▸ **What you are asked to do**: Pictures must not be copied, but every entry must be reproduced exactly.

+ + +

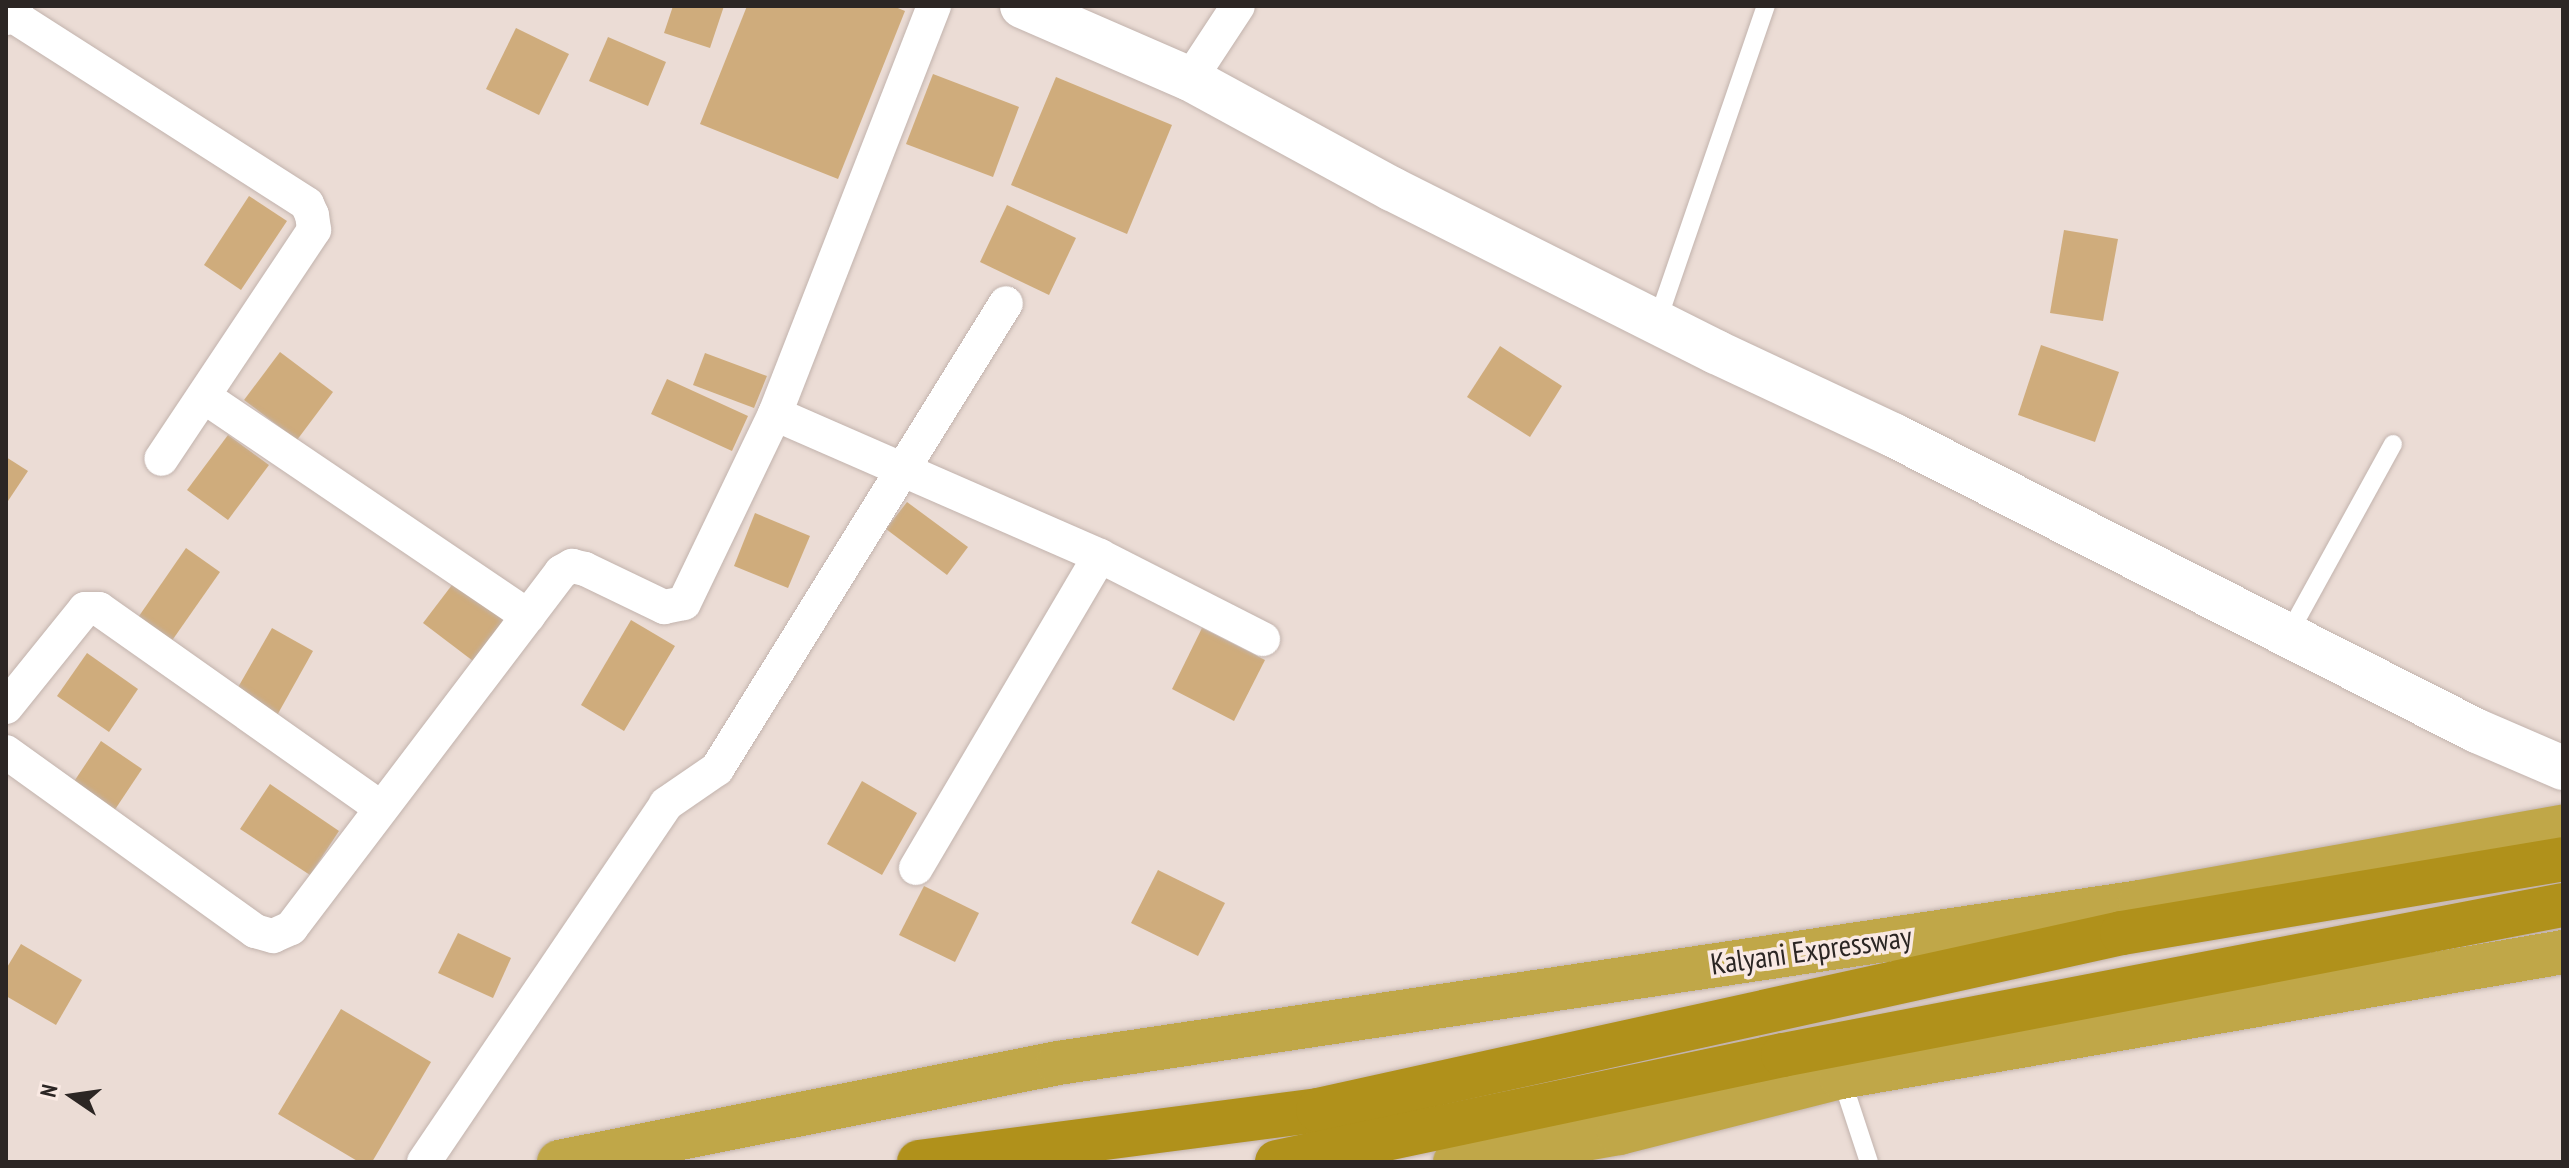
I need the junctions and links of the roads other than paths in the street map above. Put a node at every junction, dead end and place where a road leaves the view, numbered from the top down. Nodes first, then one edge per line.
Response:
1 (934, 6) edge
2 (1022, 6) edge
3 (1238, 6) edge
4 (1766, 6) edge
5 (8, 10) edge
6 (1190, 79) junction
7 (1006, 303) dead end
8 (1657, 322) junction
9 (206, 398) junction
10 (775, 414) junction
11 (2393, 444) dead end
12 (161, 459) dead end
13 (903, 469) junction
14 (1100, 556) junction
15 (528, 616) junction
16 (2288, 635) junction
17 (1263, 639) dead end
18 (6, 707) edge
19 (6, 752) edge
20 (2563, 768) edge
21 (381, 808) junction
22 (2563, 827) edge
23 (2563, 859) edge
24 (916, 868) dead end
25 (2563, 905) edge
26 (2563, 952) edge
27 (1841, 1077) junction
28 (424, 1162) edge
29 (559, 1162) edge
30 (919, 1162) edge
31 (1277, 1162) edge
32 (1455, 1162) edge
33 (1869, 1162) edge

1 - 10 street
2 - 6 street
3 - 6 street
4 - 8 lane
5 - 9 street
6 - 8 street
7 - 13 street
8 - 16 street
9 - 12 street
9 - 15 street
10 - 13 street
10 - 15 street
11 - 16 lane
13 - 14 street
13 - 28 street
14 - 17 street
14 - 24 street
15 - 21 street
16 - 20 street
18 - 21 street
19 - 21 street
22 - 29 highway, Kalyani Expressway
23 - 30 highway
25 - 31 highway
26 - 27 highway
27 - 32 highway
27 - 33 lane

+ + +

▸ **Answer to the exercise**:
I need the junctions and links of the roads other than paths in the street map above. Put a node at every junction, dead end and place where a road leaves the view, numbered from the top down. Nodes first, then one edge per line.
Response:
1 (934, 6) edge
2 (1022, 6) edge
3 (1238, 6) edge
4 (1766, 6) edge
5 (8, 10) edge
6 (1190, 79) junction
7 (1006, 303) dead end
8 (1657, 322) junction
9 (206, 398) junction
10 (775, 414) junction
11 (2393, 444) dead end
12 (161, 459) dead end
13 (903, 469) junction
14 (1100, 556) junction
15 (528, 616) junction
16 (2288, 635) junction
17 (1263, 639) dead end
18 (6, 707) edge
19 (6, 752) edge
20 (2563, 768) edge
21 (381, 808) junction
22 (2563, 827) edge
23 (2563, 859) edge
24 (916, 868) dead end
25 (2563, 905) edge
26 (2563, 952) edge
27 (1841, 1077) junction
28 (424, 1162) edge
29 (559, 1162) edge
30 (919, 1162) edge
31 (1277, 1162) edge
32 (1455, 1162) edge
33 (1869, 1162) edge

1 - 10 street
2 - 6 street
3 - 6 street
4 - 8 lane
5 - 9 street
6 - 8 street
7 - 13 street
8 - 16 street
9 - 12 street
9 - 15 street
10 - 13 street
10 - 15 street
11 - 16 lane
13 - 14 street
13 - 28 street
14 - 17 street
14 - 24 street
15 - 21 street
16 - 20 street
18 - 21 street
19 - 21 street
22 - 29 highway, Kalyani Expressway
23 - 30 highway
25 - 31 highway
26 - 27 highway
27 - 32 highway
27 - 33 lane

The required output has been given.